My rating: 3 of 5 stars
I would like to open with saying that I used to do psychiatric research. I’ve stuck fluoxetine (aka Prozac) into a fairly large number of mice. It has been a few years and I was coming at it more from a neurobiological standpoint, but I do know how to scrutinize a study (no kidding, I had an entire course that focused on picking them apart.) Unlike many journalists trying to report on science, Bass is able to convey the complexities and fallibility of large human studies, and since she’s the mental health reporter for the Boston Globe, this makes sense. Even if what she mentions is anecdotal, it’s clearly stated and includes explanations for the layperson (I can’t comment on how successful these explanations are, but they seemed pretty straightforward to me).
One thing I’m going to say about this book, if you aren’t already bothered by the complex relationship between federal science/research funding, big pharma, and the supposedly objective voices in the field—the researchers—this is a must-read. Bass was involved with reporting the scandals at the time they were happening, and that’s a huge plus as far as her ability to look back at things and comment on their impact is. Every single chapter is supported with interviews as well as papers. There is no question about the quality of Bass’s research.
The big area this book fails in—the reason it’s a three-star read and not a full five—is the personal bits feel randomly inserted and tend to go into too much detail. I get that the narrative is more compelling if the pacing is slowed down, but learning about Rose Firestein’s relationship with her niece doesn’t add a thing to the section on building the case against GlaxoSmithKline or, well, any other part of it. It is a short book and I guess this makes the sympathetic characters even more sympathetic, but by and large I didn’t care.
Alright, I don’t enjoy 99% of memoir fiction anyway, and there were moments of relevance, such as the role Donna Howard’s own bipolar diagnosis played in her reaction to NAMI promoting Martin Keller’s rather dubious studies. Still, it’s hard not to want this to simply be a short, concise narrative of big pharma, ideally with some 2013 updates.
On that last note, though, the problem is that not nearly enough has been done to punish the flat-out lying that the industry with the assistance of well-known, respected people like Martin Keller have propagated (Google the latter and you’ll see he’s still got a nice page at Brown that makes no mention of the controversies, even though you can also find a BBC article on Study 329 that mentions its issues). So it’s hard to add more of the ‘what happened next’ because, even now, that essentially needs to be a call to action.

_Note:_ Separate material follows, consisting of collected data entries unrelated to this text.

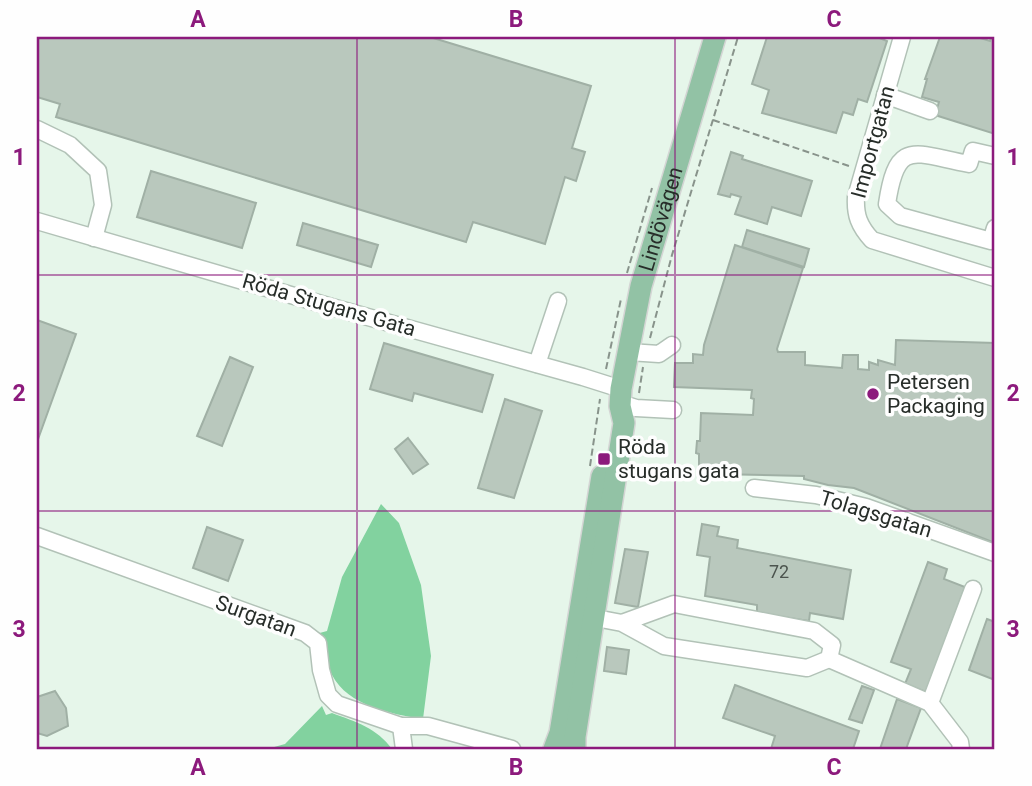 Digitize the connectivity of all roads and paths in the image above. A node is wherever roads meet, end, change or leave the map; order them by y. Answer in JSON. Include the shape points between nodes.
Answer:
{"nodes":[{"id":1,"x":715,"y":37,"type":"edge"},
{"id":2,"x":738,"y":37,"type":"edge"},
{"id":3,"x":902,"y":37,"type":"edge"},
{"id":4,"x":884,"y":95,"type":"junction"},
{"id":5,"x":930,"y":111,"type":"dead end"},
{"id":6,"x":37,"y":129,"type":"edge"},
{"id":7,"x":995,"y":156,"type":"edge"},
{"id":8,"x":37,"y":221,"type":"edge"},
{"id":9,"x":995,"y":228,"type":"edge"},
{"id":10,"x":94,"y":238,"type":"junction"},
{"id":11,"x":995,"y":278,"type":"edge"},
{"id":12,"x":558,"y":301,"type":"dead end"},
{"id":13,"x":672,"y":345,"type":"dead end"},
{"id":14,"x":637,"y":352,"type":"junction"},
{"id":15,"x":537,"y":364,"type":"junction"},
{"id":16,"x":624,"y":402,"type":"junction"},
{"id":17,"x":673,"y":410,"type":"dead end"},
{"id":18,"x":754,"y":488,"type":"dead end"},
{"id":19,"x":37,"y":536,"type":"edge"},
{"id":20,"x":995,"y":553,"type":"edge"},
{"id":21,"x":973,"y":589,"type":"dead end"},
{"id":22,"x":587,"y":616,"type":"junction"},
{"id":23,"x":622,"y":623,"type":"junction"},
{"id":24,"x":829,"y":659,"type":"junction"},
{"id":25,"x":930,"y":703,"type":"junction"},
{"id":26,"x":401,"y":726,"type":"junction"},
{"id":27,"x":468,"y":743,"type":"edge"},
{"id":28,"x":503,"y":748,"type":"edge"},
{"id":29,"x":404,"y":749,"type":"edge"},
{"id":30,"x":554,"y":749,"type":"edge"},
{"id":31,"x":575,"y":749,"type":"edge"},
{"id":32,"x":961,"y":749,"type":"edge"}],
"edges":[{"from":1,"to":14,"type":"main road","name":"Lindövägen","via":[[641,286]]},
{"from":2,"to":14,"type":"path","via":[[672,255]]},
{"from":3,"to":4,"type":"street","name":"Importgatan"},
{"from":4,"to":5,"type":"street"},
{"from":4,"to":11,"type":"street","name":"Importgatan","via":[[856,197],[861,229],[872,240]]},
{"from":6,"to":10,"type":"street","via":[[70,145],[98,171],[103,205]]},
{"from":7,"to":9,"type":"street","via":[[973,150],[969,164],[912,153],[900,160],[891,178],[887,204],[900,216],[991,241]]},
{"from":8,"to":10,"type":"street","name":"Röda Stugans Gata"},
{"from":10,"to":15,"type":"street","name":"Röda Stugans Gata"},
{"from":12,"to":15,"type":"street"},
{"from":13,"to":14,"type":"street","via":[[659,354]]},
{"from":14,"to":16,"type":"main road","name":"Lindövägen"},
{"from":14,"to":16,"type":"path"},
{"from":15,"to":16,"type":"street","name":"Röda Stugans Gata"},
{"from":16,"to":17,"type":"street","name":"Röda Stugans Gata"},
{"from":16,"to":22,"type":"main road","name":"Lindövägen","via":[[604,459]]},
{"from":18,"to":20,"type":"street","name":"Tolagsgatan","via":[[866,507]]},
{"from":19,"to":26,"type":"street","name":"Surgatan","via":[[305,634],[318,643],[328,695],[337,704]]},
{"from":21,"to":25,"type":"street"},
{"from":22,"to":23,"type":"street"},
{"from":22,"to":30,"type":"main road","name":"Lindövägen"},
{"from":22,"to":31,"type":"main road","name":"Lindövägen"},
{"from":23,"to":24,"type":"street","via":[[664,646],[807,668]]},
{"from":23,"to":24,"type":"street","via":[[674,604],[814,631],[832,645]]},
{"from":24,"to":25,"type":"street"},
{"from":25,"to":32,"type":"street"},
{"from":26,"to":27,"type":"street","name":"Surgatan","via":[[424,725]]},
{"from":26,"to":29,"type":"street"},
{"from":27,"to":28,"type":"street","name":"Surgatan"}]}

Maybe the book could have delved more into the thematic complication of wanting to be a good psychiatrist who ethically prescribes medications while not scaring away patients who could really benefit from these substances, but it is focused around the New York Attorney General’s prosecution (with a diverse amount of background information, including Martin Teicher’s case studies on increased suicide rates in patients on SSRIs a whopping fourteen years before anything got resolved). The AG’s office—Rose Firestein—very deliberately pursued this as a case of fraud since they’re not medically qualified to assess the efficacy of the drug itself. Neat and clever, but it does make it harder to incorporate the medical side of the narrative.
So all this said, READ THE BOOK.
Seriously, Americans trust drug ads and demand prescriptions far, far more than in countries on a nationalized system. If we’re going to be informed consumers, we need to pick up as many pieces as possible without actually studying the field or paying a big pile of money for articles on PubMed.